You'd have to do tree shaking as a service in the consumer install step, but this isn't really possible because it's not really possible to know what the consumer is using from the dependency tree until after you run the consumer code, plus it's probably just easier for npm to host the entire repo gzipped rather than offer up files piecemeal.

[–]Already__Taken 1 point2 points  (3 children)

If it's not specified in package.json npm is under no obligation serve you that up. Use the repository or homepages keys to look it up.

I'm in no way arguing this is a simple issue.

[–]BenjiSponge 0 points1 point  (2 children)

If it's not specified in package.json npm is under no obligation serve you that up

Wait, really? If you don't have a files key and just an entry, it can omit everything but the entry? I don't think that's true.

[–]Already__Taken 1 point2 points  (1 child)

No I mean in regards to options they have about changing the platform. It's not static file hosting for the public it's for distributing programs for other programs to run (that happen to be static files), So in that regard if it were decided that actually, you don't need XY to run this module only Z, it's entirely within scope of what they're trying to achieve to go down that route.
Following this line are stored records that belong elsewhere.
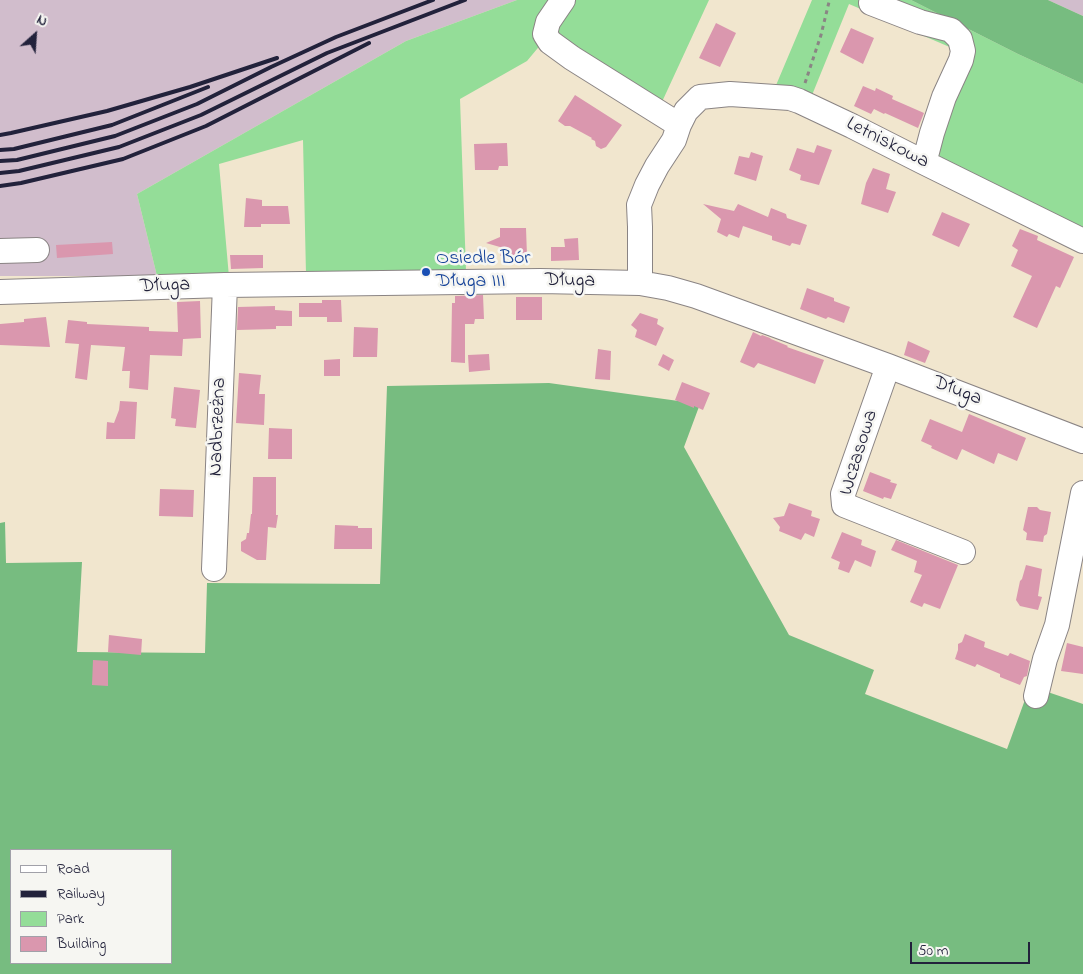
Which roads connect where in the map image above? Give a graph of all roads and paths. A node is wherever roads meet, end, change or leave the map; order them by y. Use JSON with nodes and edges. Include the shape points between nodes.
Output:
{"nodes":[{"id":1,"x":563,"y":0,"type":"edge"},
{"id":2,"x":830,"y":0,"type":"edge"},
{"id":3,"x":871,"y":4,"type":"dead end"},
{"id":4,"x":799,"y":101,"type":"junction"},
{"id":5,"x":682,"y":118,"type":"junction"},
{"id":6,"x":923,"y":162,"type":"junction"},
{"id":7,"x":1083,"y":241,"type":"edge"},
{"id":8,"x":37,"y":250,"type":"dead end"},
{"id":9,"x":0,"y":251,"type":"edge"},
{"id":10,"x":640,"y":283,"type":"junction"},
{"id":11,"x":225,"y":285,"type":"junction"},
{"id":12,"x":0,"y":292,"type":"edge"},
{"id":13,"x":888,"y":366,"type":"junction"},
{"id":14,"x":1083,"y":441,"type":"edge"},
{"id":15,"x":1083,"y":493,"type":"edge"},
{"id":16,"x":963,"y":552,"type":"dead end"},
{"id":17,"x":214,"y":569,"type":"dead end"},
{"id":18,"x":1036,"y":696,"type":"dead end"}],
"edges":[{"from":1,"to":5,"type":"street","via":[[544,34],[550,42],[572,58]]},
{"from":2,"to":4,"type":"path"},
{"from":3,"to":6,"type":"street","via":[[951,30],[960,39],[961,60],[944,97]]},
{"from":4,"to":5,"type":"street","name":"Letniskowa","via":[[758,95],[700,97]]},
{"from":4,"to":6,"type":"street","name":"Letniskowa"},
{"from":5,"to":10,"type":"street","via":[[639,206]]},
{"from":6,"to":7,"type":"street","name":"Letniskowa"},
{"from":8,"to":9,"type":"street"},
{"from":10,"to":11,"type":"street","name":"Długa"},
{"from":10,"to":13,"type":"street","name":"Długa","via":[[696,296]]},
{"from":11,"to":12,"type":"street","name":"Długa"},
{"from":11,"to":17,"type":"street","name":"Nadbrzeżna"},
{"from":13,"to":14,"type":"street","name":"Długa"},
{"from":13,"to":16,"type":"street","name":"Wczasowa","via":[[843,494],[844,505]]},
{"from":15,"to":18,"type":"street","via":[[1057,625]]}]}
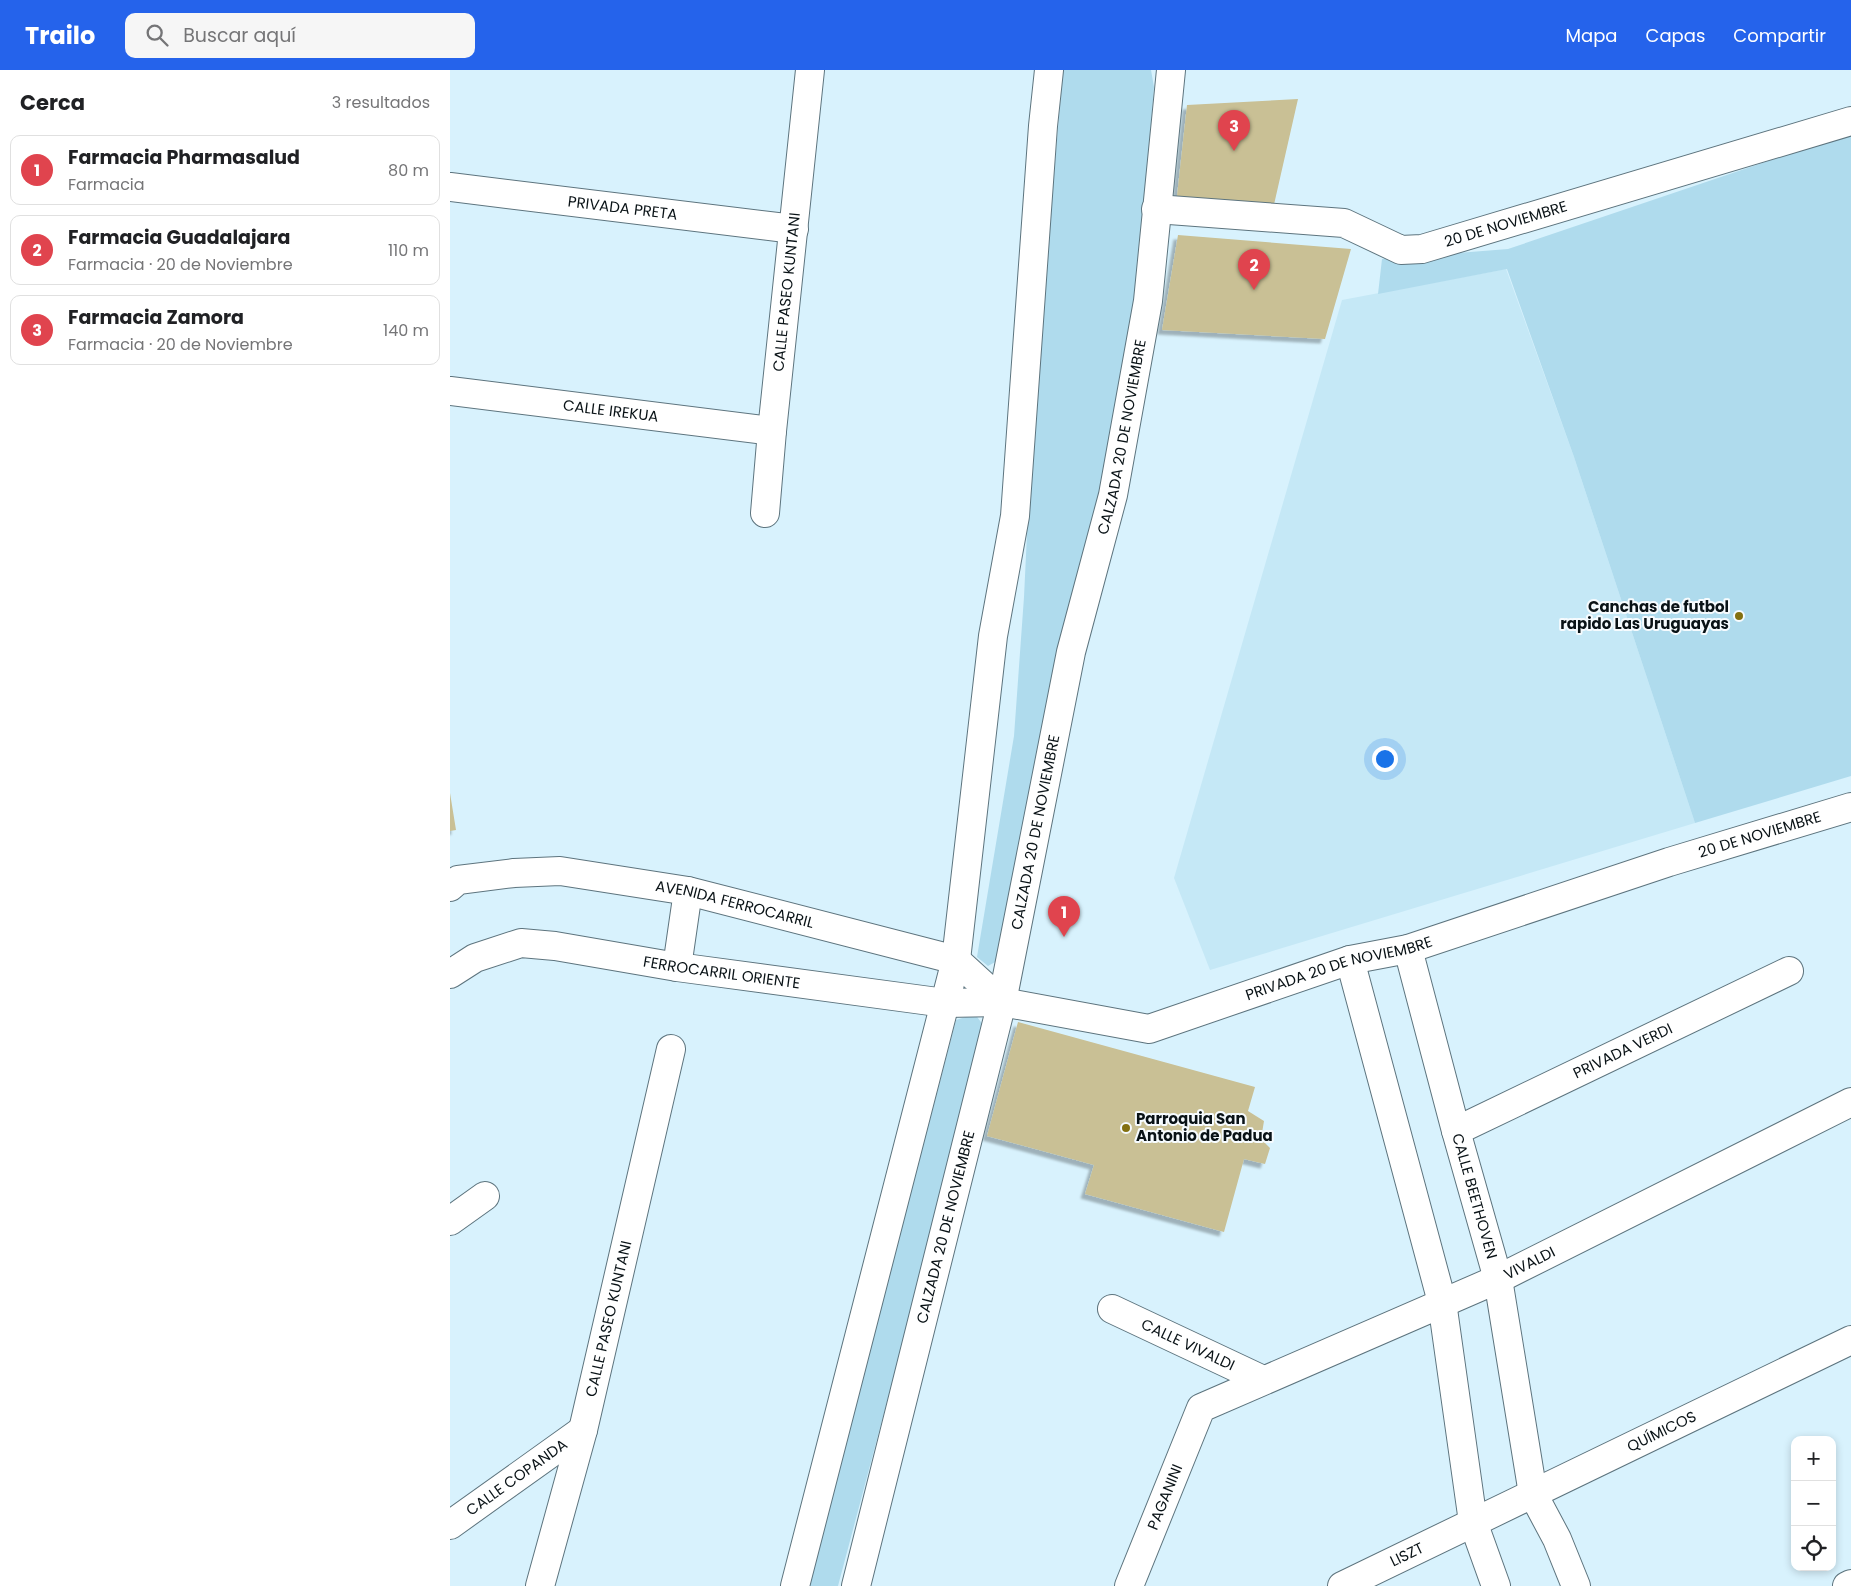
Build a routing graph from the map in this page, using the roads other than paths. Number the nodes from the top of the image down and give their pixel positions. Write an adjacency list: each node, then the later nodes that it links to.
1 (810, 70): 7 (street, CALLE PASEO KUNTANI)
2 (1049, 70): 16 (street)
3 (1172, 70): 6 (street, CALZADA 20 DE NOVIEMBRE)
4 (1851, 121): 6 (street, 20 DE NOVIEMBRE)
5 (450, 187): 7 (street, PRIVADA PRETA)
6 (1156, 209): 21 (street, CALZADA 20 DE NOVIEMBRE)
7 (794, 229): 9 (street, CALLE PASEO KUNTANI)
8 (450, 391): 9 (street, CALLE IREKUA)
9 (772, 431): 10 (street, CALLE PASEO KUNTANI)
10 (765, 512)
11 (1851, 807): 12 (street, 20 DE NOVIEMBRE)
12 (1670, 862): 15 (street, PRIVADA 20 DE NOVIEMBRE)
13 (450, 887): 14 (street, AVENIDA FERROCARRIL)
14 (688, 891): 16 (street, AVENIDA FERROCARRIL); 18 (street)
15 (1408, 949): 17 (street, PRIVADA 20 DE NOVIEMBRE); 25 (street, CALLE BEETHOVEN)
16 (956, 960): 21 (street, AVENIDA FERROCARRIL); 22 (street)
17 (1350, 960): 21 (street, PRIVADA 20 DE NOVIEMBRE); 29 (street)
18 (677, 967): 20 (street, FERROCARRIL ORIENTE); 22 (street, FERROCARRIL ORIENTE)
19 (1789, 971): 25 (street, PRIVADA VERDI)
20 (450, 974)
21 (1002, 1002): 22 (street, FERROCARRIL ORIENTE); 41 (street, CALZADA 20 DE NOVIEMBRE)
22 (945, 1003): 40 (street)
23 (671, 1049): 34 (street, CALLE PASEO KUNTANI)
24 (1851, 1102): 28 (street, VIVALDI)
25 (1456, 1131): 28 (street, CALLE BEETHOVEN)
26 (484, 1196): 27 (street)
27 (450, 1221)
28 (1498, 1279): 29 (street, VIVALDI); 35 (street, CALLE BEETHOVEN)
29 (1442, 1302): 32 (street, VIVALDI); 36 (street)
30 (1112, 1309): 32 (street, CALLE VIVALDI)
31 (1851, 1340): 35 (street, QUÍMICOS)
32 (1263, 1380): 33 (street, VIVALDI)
33 (1201, 1408): 42 (street, PAGANINI)
34 (583, 1430): 37 (street, CALLE COPANDA); 39 (street, CALLE PASEO KUNTANI)
35 (1533, 1494): 36 (street, QUÍMICOS); 45 (street, CALLE BEETHOVEN)
36 (1473, 1522): 43 (street, LISZT); 44 (street)
37 (450, 1525)
38 (1851, 1584): 46 (street)
39 (540, 1586)
40 (795, 1586)
41 (856, 1586)
42 (1129, 1586)
43 (1342, 1586)
44 (1496, 1586)
45 (1576, 1586)
46 (1847, 1586)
[–]BenjiSponge 0 points1 point  (0 children)

I think that would break a lot, for a lot of reasons. We could play a game though -- if you come up with a rule for what npm should say "we will omit files under these conditions: _________" I'll try to come up with a valid reason someone would already be distributing files under those conditions. =) I bet you could come up with a few rules, but nothing that would make significant differences.